Bone-Anchored Hearing Aid

A bone-anchored hearing device is a hearing device that relies on direct bone conduction to transmit sound.

This surgically implanted device bypasses the auditory canal and middle ear, utilizing bone as a pathway for sound to reach the inner ear. It’s an alternative for people with chronic ear infections, congenital external auditory canal atresia and single-sided deafness. These patients usually do not benefit from conventional hearing aids. 

How Do Bone Anchored Hearing Devices Work? 

In a person with normal hearing, sound enters the external ear and travels down the ear canal through the middle ear to the cochlea, or inner ear. This process is called air conduction. 

For individuals with certain types of hearing loss, the sound is unable to travel down these pathways. Bone anchored devices take advantage of the skull’s natural conductive abilities by sending sound vibrations directly to your inner ear, bypassing the auditory canal and middle ear completely. 

The bone-anchored device is made up of three components: a titanium implant, an external abutment and a sound processor. Once the surgical implant is in place, it gradually fuses with the skull bone over a period of several months in a process known as osseointegration. 

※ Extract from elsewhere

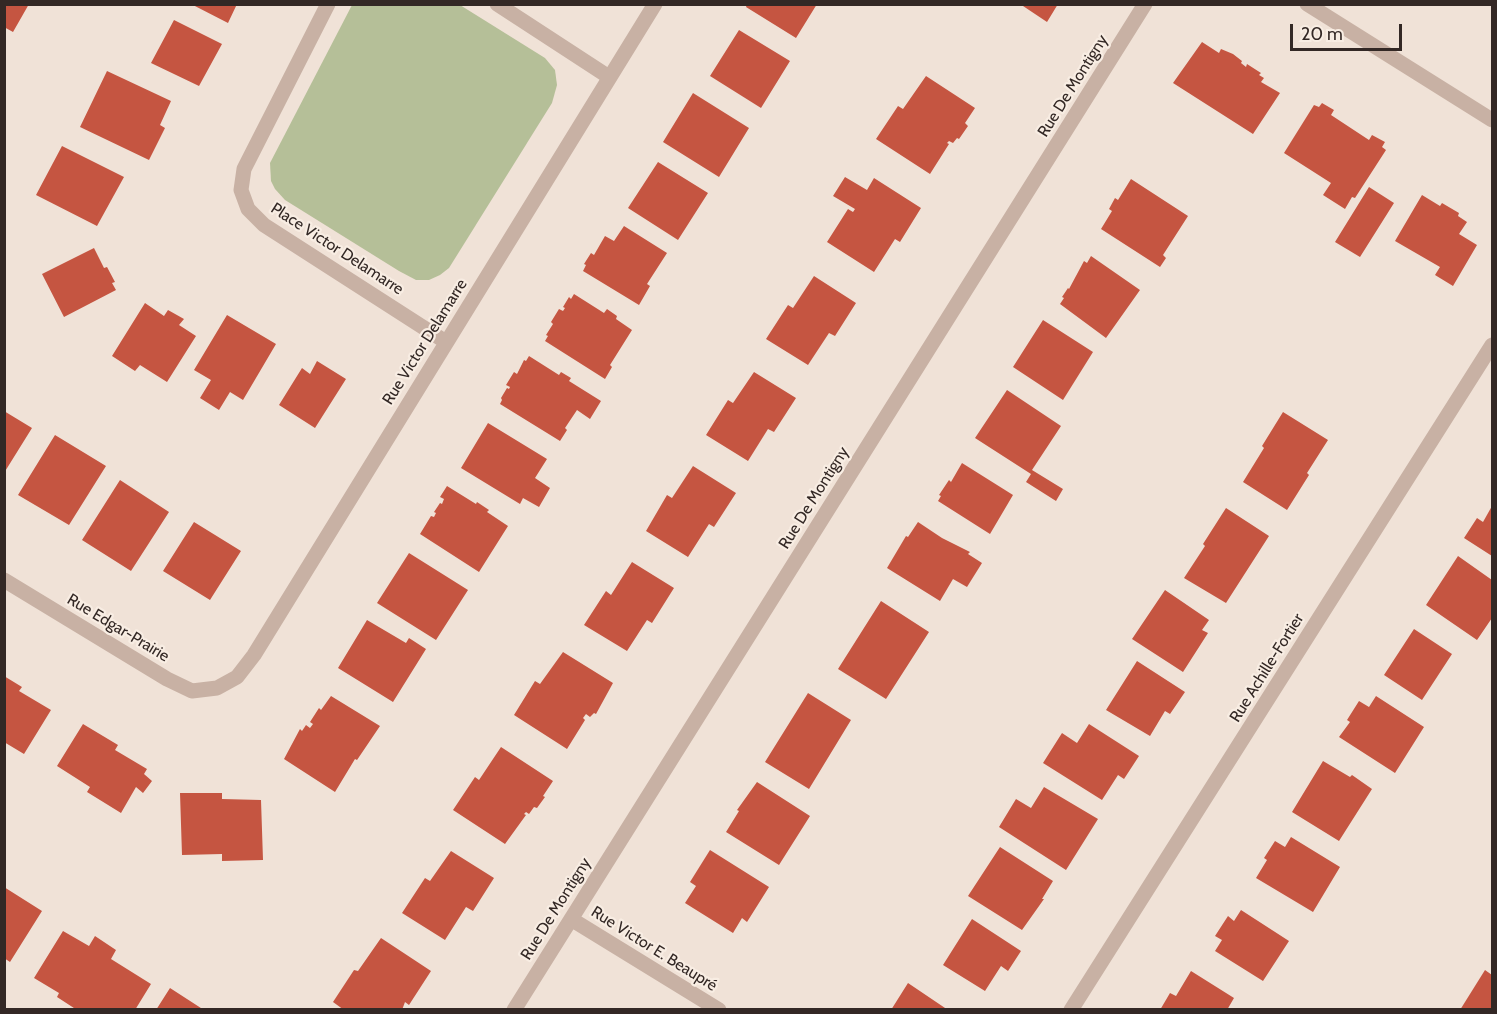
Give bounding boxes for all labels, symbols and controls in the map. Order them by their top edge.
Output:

One month post-surgery the device is ready to be fitted and programmed. The sound processor directly connects to the external abutment and transmits vibrations to the implant, where vibrations in the skull and inner ear stimulate the Hair cells and nerves responsible for hearing. Newer versions of the BAHA utilize an internal magnet (Attract) to retain the external sound processor, rather than having an abutment through the skin. 

The OSI – Osseointegrated Steady-state Implant – is another new development in which the vibrating component is implanted under the scalp and connected to the titanium implant. An external button type sound processor is then worn to provide the power and signal. 

Who Can Benefit from Bone Anchored Hearing Devices? 

Candidates for these devices are typically patients with conductive and mixed hearing losses or those with unilateral (single-sided) hearing loss. 

If you experience chronic ear infections that do not respond to treatment, you may find the system particularly beneficial. Conventional hearing aids can aggravate the condition due to humidity and moisture building up in the ear canals. Those with congenital ear defects (such as ear canals that are narrow or absent) are good candidates, as well.